How money-hungry realtors and landlords are using a loophole to get around the ban on ‘rental auctions’
- Landlords find a sneaky way around a ban on asking for more
- They can simply wait for prospective tenants to make an offer
Landlords have found a sneaky way around a ban on asking for quotes above an advertised rent – they can simply wait for potential tenants to make an offer.
The loophole still allows NSW brokers to get more money than the advertised offer as they are not breaking the law introduced last December.
The state government had tried to regulate the rental market and make it fairer for tenants by banning “rental auctions.”
A prospective tenant may still bid higher than the listing, as long as he or she is not urged by the landlord or real estate agent.
Landlords have found a sneaky way around a ban on soliciting offers above an advertised rent – they can simply wait for potential tenants to make an offer (pictured, people lining up to view a rental )
The loophole is being used by people desperate for a roof over their heads in the tightest rental market in more than a decade.
Rental vacancy rates in the greater Sydney area fell to 1.4 percent last month and queues of people queuing to view homes have doubled in length.
Rent increases in mainland states over the last 12 months
State Monthly increase Annual increase
WA $180 $2,160
QLD $177 $2,124
VIC $169 $2,028
SAT $158 $1,896
NSW $142 $1,704
But even offering a premium over and above the advertised price is no guarantee of getting a lease – there’s always a chance someone else will offer even more, leading to auction-like terms.
One of those whose offers to pay more haven’t worked so far is Ryan Donachie, who viewed more than 20 properties around Bondi Beach in the past month.
He and his partner have been looking for something under $1,000 and have regularly found 20 people or more on viewings.
Despite offering to pay up to $25 a week above the asking price and being willing to prepay several weeks’ rent, they are still looking.
“I can imagine others doing the same, but there are so many applicants, it seems first come, first served,” he shared The Sydney Morning Herald.
Leo Patterson Ross of the Tenant’s Union of NSW said that while the new law has had some impact, the goal of capping the price has not been met.
“It really enshrines an auction-style approach to things, which is pretty alien to how we deal with other essential services,” he said, adding that allowing real estate agents to accept higher rental offers “taps into people’s desperation ‘.
In the two years to December 2022, advertised rents rose by an average of 9.6 percent in capital cities and 10.3 percent in regional areas, the Reserve Bank of Australia reported.
The NSW government’s Fair Trading Department has strengthened enforcement of the new laws by reviewing advertisements and sending staff to viewings who can issue on-the-spot fines to landlords who charge more than the advertised price.
A legal loophole allows NSW estate agents to get more money for a rental as they are not breaking a law introduced last December if someone makes the offer without being asked (stock image)
Fair Trading said it had looked at 12,000 online advertisements since the law change in December, and found about 1,000 of them to be in violation of the law.
So far, despite the authority to do so, no fines have been handed out, but more than 300 officers have been given “educational letters” about the law.

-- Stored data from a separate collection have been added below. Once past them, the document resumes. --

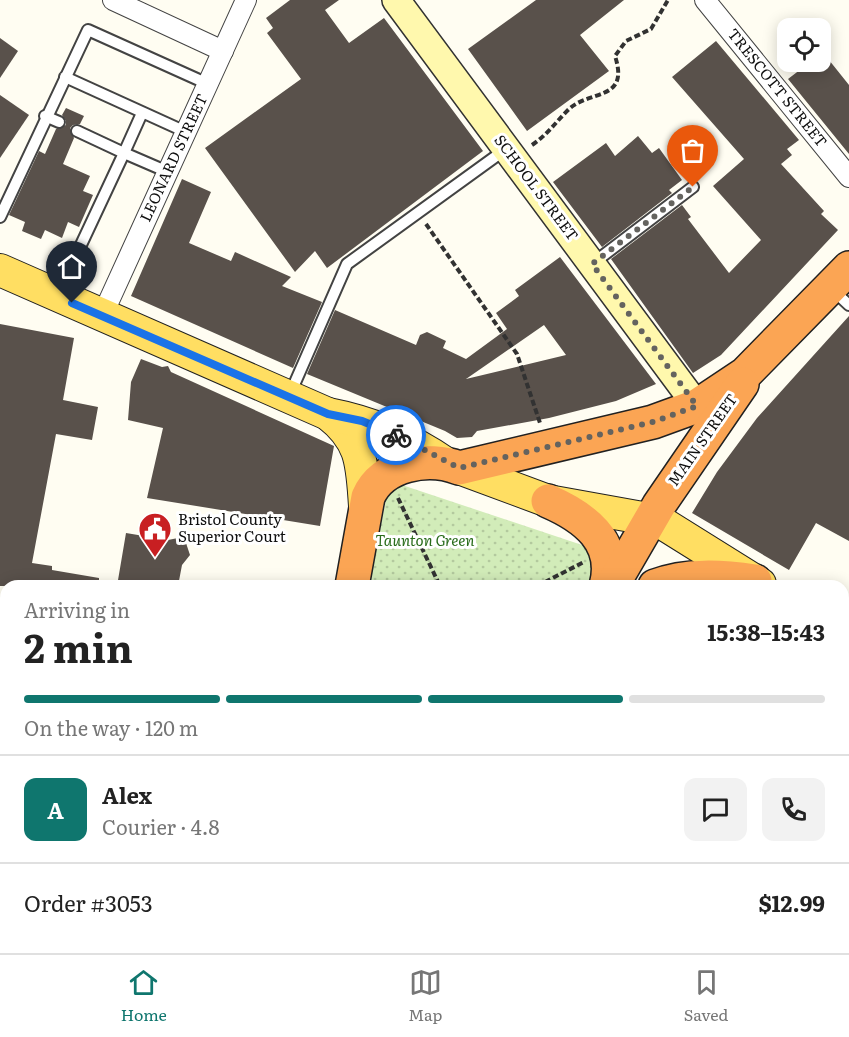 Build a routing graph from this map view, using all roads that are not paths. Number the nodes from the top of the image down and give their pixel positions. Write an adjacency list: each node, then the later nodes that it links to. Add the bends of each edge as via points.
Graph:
1 (113, 0): 5 (street)
2 (246, 0): 5 (street, LEONARD STREET)
3 (396, 0): 13 (street, SCHOOL STREET)
4 (705, 0): 16 (street, TRESCOTT STREET)
5 (223, 51): 7 (street, LEONARD STREET)
6 (65, 77): 7 (lane, via 88,30); 8 (lane); 9 (lane)
7 (208, 84): 12 (street, LEONARD STREET)
8 (142, 113): 12 (lane); 14 (lane)
9 (45, 116): 10 (lane); 18 (lane)
10 (59, 122)
11 (77, 131): 14 (lane)
12 (186, 132): 15 (street, LEONARD STREET)
13 (516, 149): 19 (street, SCHOOL STREET); 25 (lane, via 418,212 347,264)
14 (124, 153): 15 (lane); 22 (lane)
15 (168, 172): 23 (street, LEONARD STREET)
16 (849, 177)
17 (693, 187): 19 (lane)
18 (0, 217)
19 (592, 264): 26 (street, SCHOOL STREET)
20 (0, 270): 22 (main road)
21 (843, 287): 24 (highway, MAIN STREET)
22 (57, 297): 23 (main road)
23 (102, 316): 25 (main road)
24 (756, 363): 26 (highway, MAIN STREET, via 733,384); 29 (highway, MAIN STREET)
25 (289, 397): 27 (main road)
26 (697, 406): 28 (highway, MAIN STREET, via 653,422); 29 (highway, via 696,435)
27 (328, 414): 28 (main road, via 374,425); 31 (main road, via 344,427 358,449)
28 (452, 465): 30 (main road); 31 (highway, via 409,465 394,470 375,484)
29 (679, 475): 32 (highway, MAIN STREET)
30 (548, 501): 32 (main road); 34 (highway, via 582,520 604,543 609,560)
31 (365, 506): 33 (highway)
32 (650, 518): 35 (highway); 38 (main road)
33 (353, 580)
34 (607, 580)
35 (615, 580)
36 (676, 580): 37 (highway)
37 (726, 580)
38 (753, 580)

With primaries for next Saturday’s NSW state election already underway, opposition parties are using the state’s rent crisis as a potential voter.
Labor wants to ban secret hire bids, which would require increased offers to be disclosed to all applicants so they have a chance to match them.
The Greens want a total ban on rent bidding – meaning the advertised price must be the price charged – and also want an immediate rent freeze and rent controls in the state.
According to census figures, home ownership in Australia has fallen from 70 percent in 2006 to 67 percent in 2021.
The decline has been even more dramatic for young people. In 1971, 64 percent of 30 to 34-year-olds owned their own home, but in 2021 that will be only 50 percent.
For 50-54 year-olds, home ownership fell from 80 percent in 1996 to 72 percent in 2021.
What to do if your landlord tries to raise your rent?
1. Before accepting an increase, see how other rents compare in your area. If you think an increase is too high, ask if it can be reduced or negotiated. If not, you can look for something cheaper.
A for rent sign is depicted outside a house
2. Keep in mind that there are local laws that landlords must abide by if they raise your rent. If the proposed increase is inconsistent with your rental contract and local law, it may be invalid.
3. Always make agreements in writing, because that way you are insured in the event of ongoing disputes. If face-to-face conversations take place, always send an email to summarize what was said.
4. Decide if it’s worth paying extra rent or if you can save by moving. Keep in mind that there are often costs associated with a move, such as movers, cleaning costs and energy disconnection costs.